Passion for Distributed Systems and Big Data ecosystem tools and technology stack. Strong acumen in choosing the right tools, technologies for building scalable architectures and platform solutions to process/analyze structured and unstructured datasets, supporting Engineers, Data Analysts, Data Scientists, and many customers. Ability to build production-grade Data Pipelines using the business requirements from scratch.
• 9 years of architecting, designing largely scalable Big Data platforms from Data Ingestion, Data Processing. Experience in building homegrown frameworks catering to Batch Processing and Real-Time/Streaming analytics.
• Built a Streaming Data Analytics platform to process ~500TBs volume of events to process telemetry data on ~80PBs of raw data per day. I designed Cisco's Data-Lake catering to the Cross-Functional teams as well as the external customers of Cisco.

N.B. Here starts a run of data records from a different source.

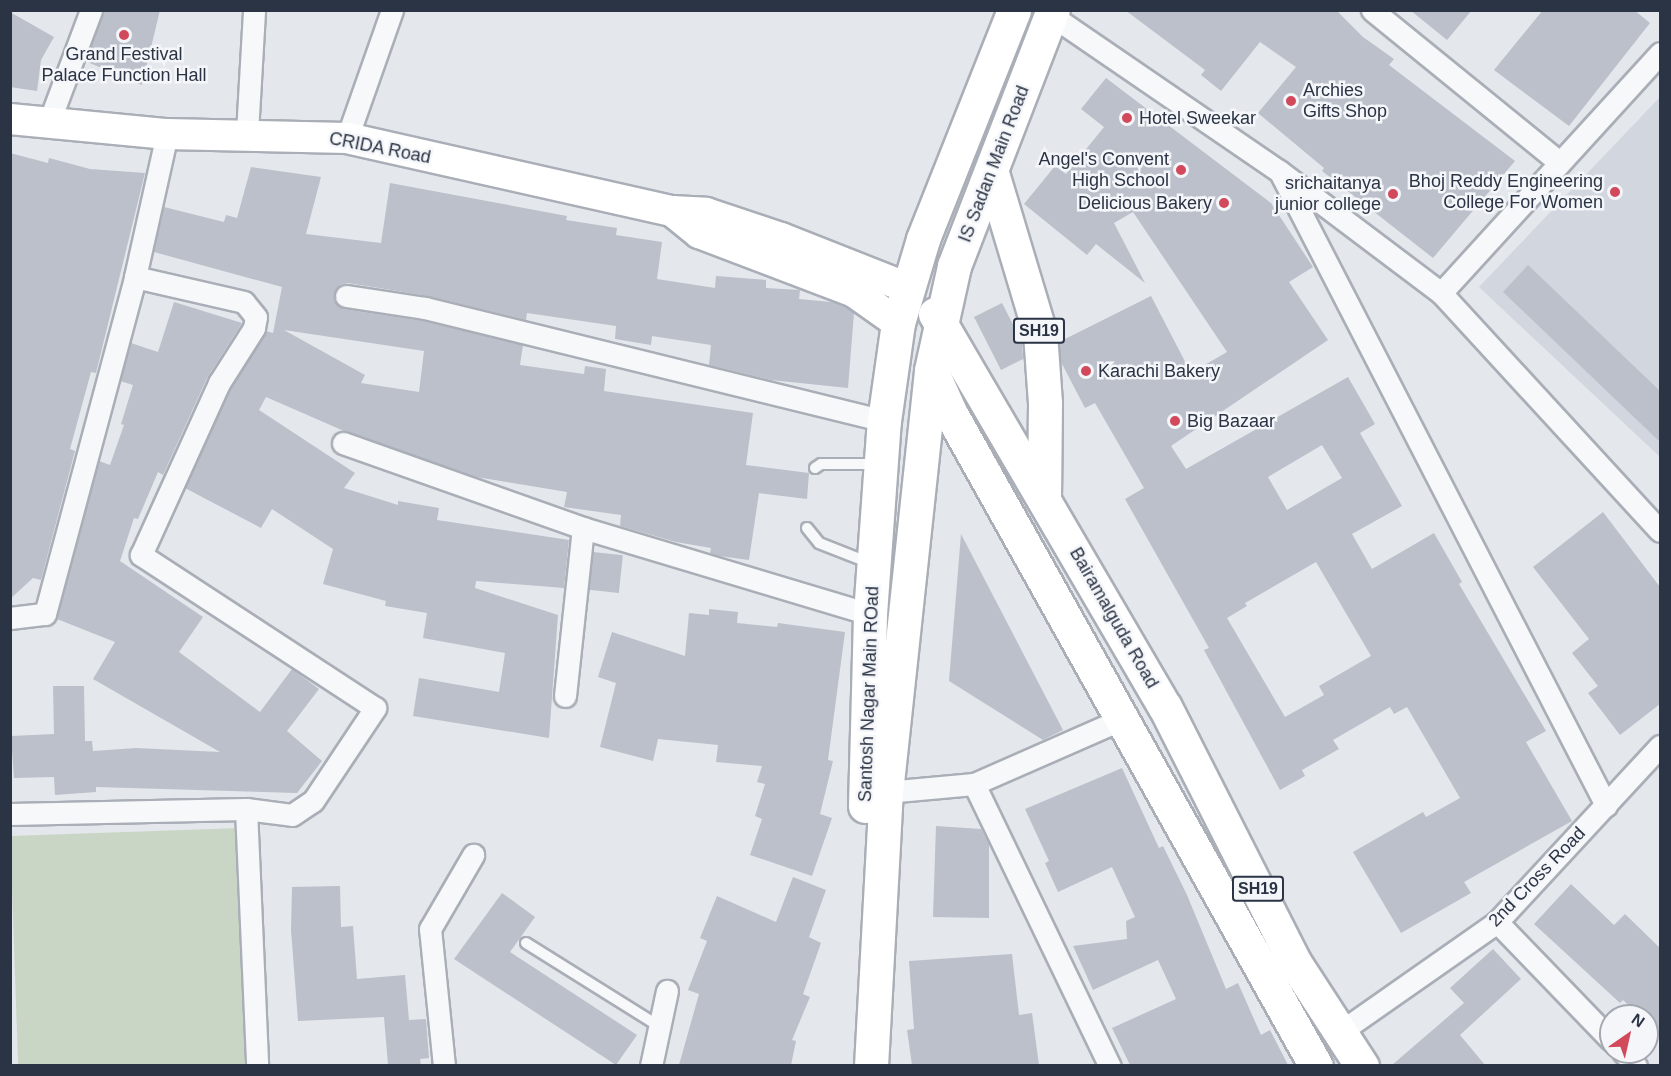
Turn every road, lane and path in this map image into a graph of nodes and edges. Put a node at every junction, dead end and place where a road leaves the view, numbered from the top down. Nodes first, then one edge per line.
1 (91, 10) edge
2 (254, 10) edge
3 (392, 10) edge
4 (1014, 10) edge
5 (1372, 10) edge
6 (1052, 13) edge
7 (1660, 53) edge
8 (10, 119) edge
9 (49, 122) junction
10 (247, 133) junction
11 (167, 134) junction
12 (347, 138) junction
13 (1560, 163) junction
14 (1279, 171) junction
15 (992, 173) junction
16 (672, 212) junction
17 (923, 239) junction
18 (954, 266) junction
19 (135, 277) junction
20 (908, 288) junction
21 (1441, 293) junction
22 (346, 296) dead end
23 (942, 320) junction
24 (898, 323) junction
25 (931, 370) junction
26 (884, 421) junction
27 (343, 443) dead end
28 (881, 464) junction
29 (815, 468) dead end
30 (1044, 495) junction
31 (583, 528) junction
32 (807, 528) dead end
33 (1660, 531) edge
34 (874, 564) junction
35 (870, 614) junction
36 (10, 618) edge
37 (565, 696) dead end
38 (1122, 718) junction
39 (1660, 746) edge
40 (974, 784) junction
41 (886, 792) junction
42 (1606, 805) junction
43 (246, 809) junction
44 (10, 814) edge
45 (473, 855) dead end
46 (1497, 922) junction
47 (526, 943) dead end
48 (1280, 970) junction
49 (668, 991) dead end
50 (659, 1026) junction
51 (1599, 1028) edge
52 (1340, 1032) junction
53 (1310, 1063) edge
54 (257, 1065) edge
55 (444, 1065) edge
56 (651, 1065) edge
57 (850, 1065) edge
58 (871, 1065) edge
59 (1110, 1065) edge
60 (1362, 1065) edge

1 - 9 street
2 - 10 street
3 - 12 street
4 - 17 main road, IS Sadan Main Road
5 - 13 street
6 - 14 street
6 - 15 main road, IS Sadan Main Road
7 - 13 street
8 - 9 main road, CRIDA Road
9 - 11 main road, CRIDA Road
10 - 11 main road, CRIDA Road
10 - 12 main road, CRIDA Road
11 - 19 street
12 - 16 main road, CRIDA Road
13 - 21 street
14 - 21 street
14 - 42 street
15 - 18 main road, IS Sadan Main Road
15 - 30 main road, SH19
16 - 20 main road, CRIDA Road
16 - 24 main road, CRIDA Road
17 - 18 main road
17 - 20 main road, IS Sadan Main Road
18 - 23 main road, IS Sadan Main Road
19 - 36 street
19 - 43 street
20 - 23 main road, Bairamalguda Road
20 - 24 main road, IS Sadan Main Road
21 - 33 street
22 - 26 street
23 - 25 main road, IS Sadan Main Road
23 - 30 main road, Bairamalguda Road
24 - 25 main road, Bairamalguda Road / SH19
24 - 26 main road, Santosh Nagar Main ROad
25 - 38 main road, Bairamalguda Road / SH19
25 - 41 main road, Santosh Nagar Main ROad
26 - 28 main road, Santosh Nagar Main ROad
27 - 31 street
28 - 29 lane
28 - 34 main road, Santosh Nagar Main ROad
30 - 48 main road, Bairamalguda Road / SH19
31 - 35 street
31 - 37 street
32 - 34 lane
34 - 35 main road, Santosh Nagar Main ROad
35 - 57 main road, Santosh Nagar Main ROad
38 - 40 street
38 - 48 main road, Bairamalguda Road / SH19
39 - 42 street, 2nd Cross Road
40 - 41 street
40 - 59 street
41 - 58 main road, Santosh Nagar Main ROad
42 - 46 street, 2nd Cross Road
43 - 44 street
43 - 54 street
45 - 55 street
46 - 51 street
46 - 52 street, 2nd Cross Road
47 - 50 lane
48 - 52 main road, Bairamalguda Road / SH19
48 - 53 main road, Bairamalguda Road / SH19
49 - 50 street
50 - 56 street
52 - 60 main road, Bairamalguda Road / SH19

• Instrumental in scaling the Cisco Syslog NG[Next Generation] platform from processing ~13Million events per day to ~55Million events per day. Syslog Next Generation is a highly scalable and high available event-driven and real-time Distributed Data Pipeline designed using Apache Kafka as the message bus and inter-process communication orchestrating different functional services developed using Java and Tomcat-based Spring Boot containers. The data is processed using Spark Streaming jobs.
• Saved 3400$ per quarter to Cisco Systems Inc. by designing, rewriting, and running the Pentaho Data Integration-based ETL pipelines to Microservices-based pipelines at scale.
• Led the Data Engineer efforts to build a scalable Batch Processing platform to process Mobility data for Cisco customers gathering the metrics calculating KPIs to analyze the Quality of Experience.